PFPS Urges Appellate Court to Uphold Maine's Decision Not to Send Public Funds to Religious Schools
Public Funds Public Schools (PFPS) has filed an amicus curiae (friend of the court) brief in federal appellate court in Carson v. Makin, a case challenging the State of Maine’s decision not to use public education funding to pay for tuition at private religious schools.
PFPS, a joint initiative of Education Law Center (ELC) and the Southern Poverty Law Center (SPLC), is a national campaign to ensure that public funds are used to support and maintain public education and are not diverted to private schools.
As in other states, Maine’s constitution contains an education clause requiring the State to maintain and support a system of public schools available to all Maine children. To carry out this mandate, the State Legislature permits “school administrative units” that do not operate their own public schools for geographic or historical reasons to pay tuition to approved, nonsectarian private schools on behalf of resident children. Participating private schools must comply with a host of legal requirements to ensure they meet State education standards for an appropriate, nondiscriminatory education.
In 2018, three Maine families filed a federal lawsuit challenging the Legislature’s longstanding decision to limit the program to nonreligious schools. The district court rejected the plaintiffs’ arguments that the State’s exclusion of religious schools from the tuition program violates their rights under the First and Fourteenth Amendments of the U.S. Constitution.
The plaintiffs appealed, and the case is now before the U.S. Court of Appeals for the First Circuit. PFPS submitted an amicus brief in support of the Maine Commissioner of Education’s defense of the law, urging the appellate court to affirm the lower court’s decision.

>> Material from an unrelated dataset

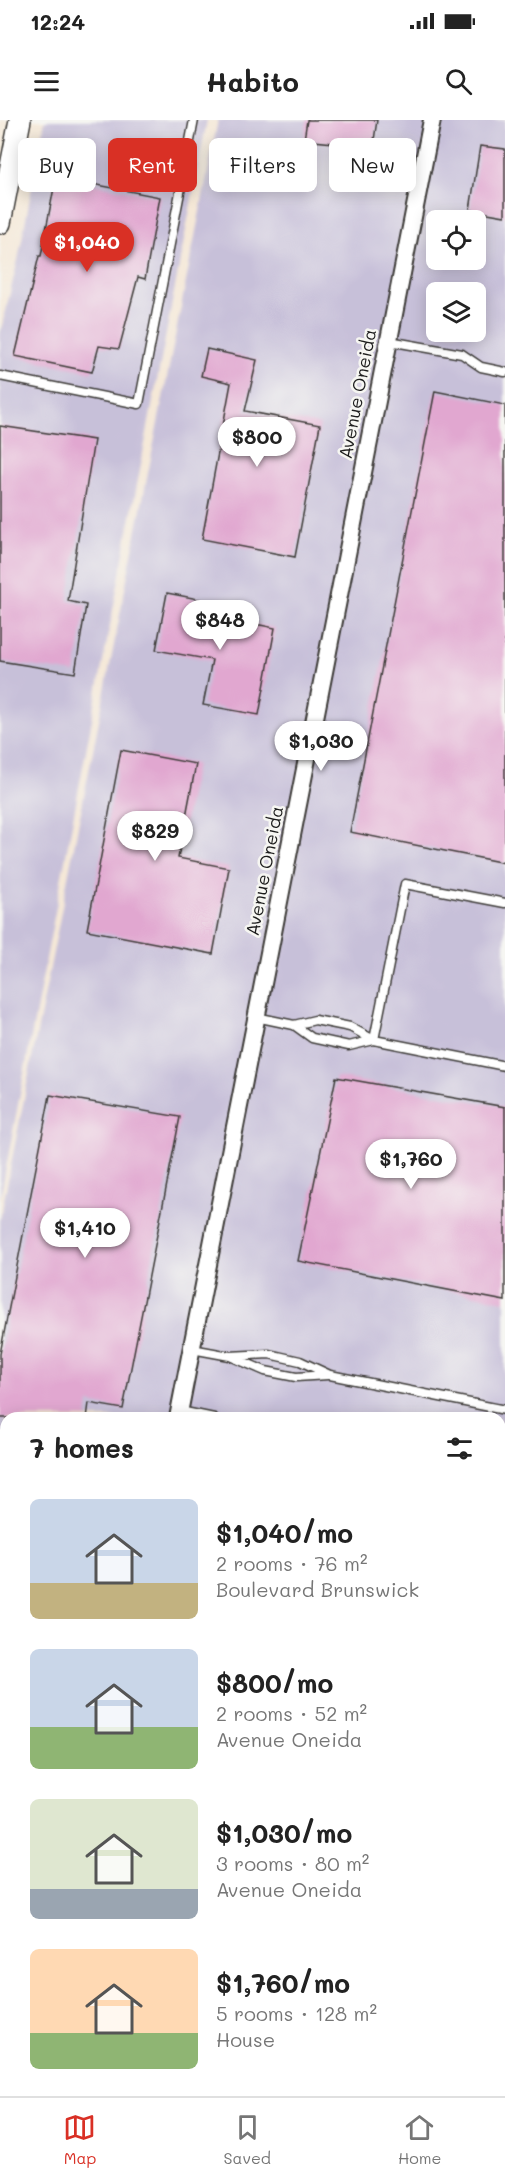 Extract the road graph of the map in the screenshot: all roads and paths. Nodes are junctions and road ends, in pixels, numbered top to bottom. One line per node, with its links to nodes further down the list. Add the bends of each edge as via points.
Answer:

PFPS’s brief emphasizes Maine’s compelling interest under the state constitution to preserve the carefully regulated tuition program in its current form. The brief explains that inclusion of religious schools would undermine the State’s construction of a limited program to fulfill its education clause duty in the narrow circumstances where a traditional public school is not available.
The amicus brief also details how expanding the program to religious schools would divert significant resources from Maine’s already underfunded public education system. Finally, it warns that, because religious schools often discriminate based on characteristics such as religion and disability, including them in the tuition program would entangle the State in regulating matters of religion or force it to fund discrimination.
“PFPS supports Maine’s decision not to spend limited public education funds on tuition for religious schools,” said Jessica Levin, ELC Senior Attorney and PFPS Director. “Unnecessarily expanding the tuition program would undermine the State’s constitutional commitment to provide an adequate public education to every child because it would divert funding away from a public school system that needs more, not fewer, resources.”
“Our brief highlights Maine’s longstanding commitment to providing every child with an opportunity to attend school in an environment free from discrimination. We urge the court to uphold the legal framework promoting this essential goal,” said Sam Boyd, SPLC Senior Staff Attorney.”